Task goal —
The response must match the data below exactly, line for line.

---- Recorded information

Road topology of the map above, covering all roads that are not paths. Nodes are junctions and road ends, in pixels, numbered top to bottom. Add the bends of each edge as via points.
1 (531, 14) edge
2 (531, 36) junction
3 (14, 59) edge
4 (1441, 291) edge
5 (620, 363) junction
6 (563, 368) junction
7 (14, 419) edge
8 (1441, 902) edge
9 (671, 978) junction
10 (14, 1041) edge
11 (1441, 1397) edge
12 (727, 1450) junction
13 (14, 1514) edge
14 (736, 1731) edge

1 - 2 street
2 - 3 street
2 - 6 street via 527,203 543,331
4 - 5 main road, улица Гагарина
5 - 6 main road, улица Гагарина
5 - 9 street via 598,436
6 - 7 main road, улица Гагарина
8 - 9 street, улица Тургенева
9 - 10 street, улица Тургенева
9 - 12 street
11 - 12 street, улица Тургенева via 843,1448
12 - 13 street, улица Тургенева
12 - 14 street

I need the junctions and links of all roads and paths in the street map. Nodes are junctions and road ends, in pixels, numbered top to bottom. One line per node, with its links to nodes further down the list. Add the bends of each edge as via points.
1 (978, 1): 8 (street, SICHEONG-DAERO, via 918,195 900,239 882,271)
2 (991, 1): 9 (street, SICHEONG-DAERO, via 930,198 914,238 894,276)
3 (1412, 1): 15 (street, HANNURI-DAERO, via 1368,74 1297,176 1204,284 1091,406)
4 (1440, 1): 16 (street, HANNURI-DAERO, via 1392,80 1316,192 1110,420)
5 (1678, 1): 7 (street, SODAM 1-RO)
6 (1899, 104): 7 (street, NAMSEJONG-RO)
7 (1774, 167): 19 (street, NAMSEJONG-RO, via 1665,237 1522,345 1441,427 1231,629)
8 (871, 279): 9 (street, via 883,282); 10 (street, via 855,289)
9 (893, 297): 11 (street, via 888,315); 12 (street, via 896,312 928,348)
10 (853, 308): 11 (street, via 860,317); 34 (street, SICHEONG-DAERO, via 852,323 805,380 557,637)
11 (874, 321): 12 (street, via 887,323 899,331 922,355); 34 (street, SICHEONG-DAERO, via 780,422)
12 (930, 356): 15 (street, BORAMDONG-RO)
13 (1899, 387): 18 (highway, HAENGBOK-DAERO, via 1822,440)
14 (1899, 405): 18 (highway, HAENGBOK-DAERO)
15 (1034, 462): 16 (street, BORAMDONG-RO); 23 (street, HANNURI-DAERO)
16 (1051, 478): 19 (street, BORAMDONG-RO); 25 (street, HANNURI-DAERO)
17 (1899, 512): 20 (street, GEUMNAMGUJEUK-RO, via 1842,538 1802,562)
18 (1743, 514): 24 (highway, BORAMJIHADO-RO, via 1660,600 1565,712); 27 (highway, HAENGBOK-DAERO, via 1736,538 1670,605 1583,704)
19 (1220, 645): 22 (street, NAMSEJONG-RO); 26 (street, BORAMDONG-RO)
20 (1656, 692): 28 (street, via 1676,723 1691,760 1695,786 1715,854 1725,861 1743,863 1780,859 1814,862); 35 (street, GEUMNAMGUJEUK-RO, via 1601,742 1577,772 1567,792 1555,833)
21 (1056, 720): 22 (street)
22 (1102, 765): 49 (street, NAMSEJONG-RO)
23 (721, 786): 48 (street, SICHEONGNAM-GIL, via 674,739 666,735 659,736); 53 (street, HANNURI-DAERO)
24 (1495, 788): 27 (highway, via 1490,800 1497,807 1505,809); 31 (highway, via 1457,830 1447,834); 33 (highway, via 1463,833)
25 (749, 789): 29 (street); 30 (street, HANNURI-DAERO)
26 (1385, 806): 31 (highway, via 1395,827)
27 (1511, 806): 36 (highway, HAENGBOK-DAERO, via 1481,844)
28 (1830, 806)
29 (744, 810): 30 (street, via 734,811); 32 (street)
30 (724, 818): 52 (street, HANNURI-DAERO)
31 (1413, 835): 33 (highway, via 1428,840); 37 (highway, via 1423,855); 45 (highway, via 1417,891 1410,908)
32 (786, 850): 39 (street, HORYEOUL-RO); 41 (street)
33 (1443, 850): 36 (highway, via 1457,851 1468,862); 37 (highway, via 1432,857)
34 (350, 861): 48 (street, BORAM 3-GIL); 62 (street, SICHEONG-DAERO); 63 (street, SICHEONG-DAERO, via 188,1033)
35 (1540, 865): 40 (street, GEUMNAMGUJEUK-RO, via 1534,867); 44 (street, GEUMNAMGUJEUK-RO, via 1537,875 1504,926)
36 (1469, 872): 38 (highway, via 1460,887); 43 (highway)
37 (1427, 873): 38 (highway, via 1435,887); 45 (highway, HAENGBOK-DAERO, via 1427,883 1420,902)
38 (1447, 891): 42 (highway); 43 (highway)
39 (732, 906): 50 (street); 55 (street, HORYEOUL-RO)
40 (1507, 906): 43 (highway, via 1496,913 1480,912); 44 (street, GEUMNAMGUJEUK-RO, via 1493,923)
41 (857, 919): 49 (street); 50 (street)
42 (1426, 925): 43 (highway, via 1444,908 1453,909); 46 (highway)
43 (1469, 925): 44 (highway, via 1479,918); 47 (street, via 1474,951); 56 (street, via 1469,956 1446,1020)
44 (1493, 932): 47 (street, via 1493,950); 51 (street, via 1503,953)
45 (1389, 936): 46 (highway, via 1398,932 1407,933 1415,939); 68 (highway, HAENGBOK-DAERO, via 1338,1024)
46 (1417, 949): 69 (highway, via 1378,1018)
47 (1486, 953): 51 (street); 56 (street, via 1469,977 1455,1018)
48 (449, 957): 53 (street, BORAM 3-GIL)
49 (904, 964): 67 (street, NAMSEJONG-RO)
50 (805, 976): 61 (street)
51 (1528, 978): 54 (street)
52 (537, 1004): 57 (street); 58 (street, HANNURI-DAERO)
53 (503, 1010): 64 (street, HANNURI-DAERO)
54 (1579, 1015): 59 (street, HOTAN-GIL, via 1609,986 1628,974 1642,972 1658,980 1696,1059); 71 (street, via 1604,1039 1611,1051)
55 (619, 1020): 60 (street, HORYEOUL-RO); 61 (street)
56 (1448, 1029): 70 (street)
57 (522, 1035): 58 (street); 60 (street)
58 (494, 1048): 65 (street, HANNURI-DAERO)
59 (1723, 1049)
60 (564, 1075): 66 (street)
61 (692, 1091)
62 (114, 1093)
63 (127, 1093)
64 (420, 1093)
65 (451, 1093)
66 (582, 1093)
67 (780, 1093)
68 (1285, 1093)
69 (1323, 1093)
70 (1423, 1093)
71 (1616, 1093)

--------

Answer section —
Road topology of the map above, covering all roads that are not paths. Nodes are junctions and road ends, in pixels, numbered top to bottom. Add the bends of each edge as via points.
1 (531, 14) edge
2 (531, 36) junction
3 (14, 59) edge
4 (1441, 291) edge
5 (620, 363) junction
6 (563, 368) junction
7 (14, 419) edge
8 (1441, 902) edge
9 (671, 978) junction
10 (14, 1041) edge
11 (1441, 1397) edge
12 (727, 1450) junction
13 (14, 1514) edge
14 (736, 1731) edge

1 - 2 street
2 - 3 street
2 - 6 street via 527,203 543,331
4 - 5 main road, улица Гагарина
5 - 6 main road, улица Гагарина
5 - 9 street via 598,436
6 - 7 main road, улица Гагарина
8 - 9 street, улица Тургенева
9 - 10 street, улица Тургенева
9 - 12 street
11 - 12 street, улица Тургенева via 843,1448
12 - 13 street, улица Тургенева
12 - 14 street

I need the junctions and links of all roads and paths in the street map. Nodes are junctions and road ends, in pixels, numbered top to bottom. One line per node, with its links to nodes further down the list. Add the bends of each edge as via points.
1 (978, 1): 8 (street, SICHEONG-DAERO, via 918,195 900,239 882,271)
2 (991, 1): 9 (street, SICHEONG-DAERO, via 930,198 914,238 894,276)
3 (1412, 1): 15 (street, HANNURI-DAERO, via 1368,74 1297,176 1204,284 1091,406)
4 (1440, 1): 16 (street, HANNURI-DAERO, via 1392,80 1316,192 1110,420)
5 (1678, 1): 7 (street, SODAM 1-RO)
6 (1899, 104): 7 (street, NAMSEJONG-RO)
7 (1774, 167): 19 (street, NAMSEJONG-RO, via 1665,237 1522,345 1441,427 1231,629)
8 (871, 279): 9 (street, via 883,282); 10 (street, via 855,289)
9 (893, 297): 11 (street, via 888,315); 12 (street, via 896,312 928,348)
10 (853, 308): 11 (street, via 860,317); 34 (street, SICHEONG-DAERO, via 852,323 805,380 557,637)
11 (874, 321): 12 (street, via 887,323 899,331 922,355); 34 (street, SICHEONG-DAERO, via 780,422)
12 (930, 356): 15 (street, BORAMDONG-RO)
13 (1899, 387): 18 (highway, HAENGBOK-DAERO, via 1822,440)
14 (1899, 405): 18 (highway, HAENGBOK-DAERO)
15 (1034, 462): 16 (street, BORAMDONG-RO); 23 (street, HANNURI-DAERO)
16 (1051, 478): 19 (street, BORAMDONG-RO); 25 (street, HANNURI-DAERO)
17 (1899, 512): 20 (street, GEUMNAMGUJEUK-RO, via 1842,538 1802,562)
18 (1743, 514): 24 (highway, BORAMJIHADO-RO, via 1660,600 1565,712); 27 (highway, HAENGBOK-DAERO, via 1736,538 1670,605 1583,704)
19 (1220, 645): 22 (street, NAMSEJONG-RO); 26 (street, BORAMDONG-RO)
20 (1656, 692): 28 (street, via 1676,723 1691,760 1695,786 1715,854 1725,861 1743,863 1780,859 1814,862); 35 (street, GEUMNAMGUJEUK-RO, via 1601,742 1577,772 1567,792 1555,833)
21 (1056, 720): 22 (street)
22 (1102, 765): 49 (street, NAMSEJONG-RO)
23 (721, 786): 48 (street, SICHEONGNAM-GIL, via 674,739 666,735 659,736); 53 (street, HANNURI-DAERO)
24 (1495, 788): 27 (highway, via 1490,800 1497,807 1505,809); 31 (highway, via 1457,830 1447,834); 33 (highway, via 1463,833)
25 (749, 789): 29 (street); 30 (street, HANNURI-DAERO)
26 (1385, 806): 31 (highway, via 1395,827)
27 (1511, 806): 36 (highway, HAENGBOK-DAERO, via 1481,844)
28 (1830, 806)
29 (744, 810): 30 (street, via 734,811); 32 (street)
30 (724, 818): 52 (street, HANNURI-DAERO)
31 (1413, 835): 33 (highway, via 1428,840); 37 (highway, via 1423,855); 45 (highway, via 1417,891 1410,908)
32 (786, 850): 39 (street, HORYEOUL-RO); 41 (street)
33 (1443, 850): 36 (highway, via 1457,851 1468,862); 37 (highway, via 1432,857)
34 (350, 861): 48 (street, BORAM 3-GIL); 62 (street, SICHEONG-DAERO); 63 (street, SICHEONG-DAERO, via 188,1033)
35 (1540, 865): 40 (street, GEUMNAMGUJEUK-RO, via 1534,867); 44 (street, GEUMNAMGUJEUK-RO, via 1537,875 1504,926)
36 (1469, 872): 38 (highway, via 1460,887); 43 (highway)
37 (1427, 873): 38 (highway, via 1435,887); 45 (highway, HAENGBOK-DAERO, via 1427,883 1420,902)
38 (1447, 891): 42 (highway); 43 (highway)
39 (732, 906): 50 (street); 55 (street, HORYEOUL-RO)
40 (1507, 906): 43 (highway, via 1496,913 1480,912); 44 (street, GEUMNAMGUJEUK-RO, via 1493,923)
41 (857, 919): 49 (street); 50 (street)
42 (1426, 925): 43 (highway, via 1444,908 1453,909); 46 (highway)
43 (1469, 925): 44 (highway, via 1479,918); 47 (street, via 1474,951); 56 (street, via 1469,956 1446,1020)
44 (1493, 932): 47 (street, via 1493,950); 51 (street, via 1503,953)
45 (1389, 936): 46 (highway, via 1398,932 1407,933 1415,939); 68 (highway, HAENGBOK-DAERO, via 1338,1024)
46 (1417, 949): 69 (highway, via 1378,1018)
47 (1486, 953): 51 (street); 56 (street, via 1469,977 1455,1018)
48 (449, 957): 53 (street, BORAM 3-GIL)
49 (904, 964): 67 (street, NAMSEJONG-RO)
50 (805, 976): 61 (street)
51 (1528, 978): 54 (street)
52 (537, 1004): 57 (street); 58 (street, HANNURI-DAERO)
53 (503, 1010): 64 (street, HANNURI-DAERO)
54 (1579, 1015): 59 (street, HOTAN-GIL, via 1609,986 1628,974 1642,972 1658,980 1696,1059); 71 (street, via 1604,1039 1611,1051)
55 (619, 1020): 60 (street, HORYEOUL-RO); 61 (street)
56 (1448, 1029): 70 (street)
57 (522, 1035): 58 (street); 60 (street)
58 (494, 1048): 65 (street, HANNURI-DAERO)
59 (1723, 1049)
60 (564, 1075): 66 (street)
61 (692, 1091)
62 (114, 1093)
63 (127, 1093)
64 (420, 1093)
65 (451, 1093)
66 (582, 1093)
67 (780, 1093)
68 (1285, 1093)
69 (1323, 1093)
70 (1423, 1093)
71 (1616, 1093)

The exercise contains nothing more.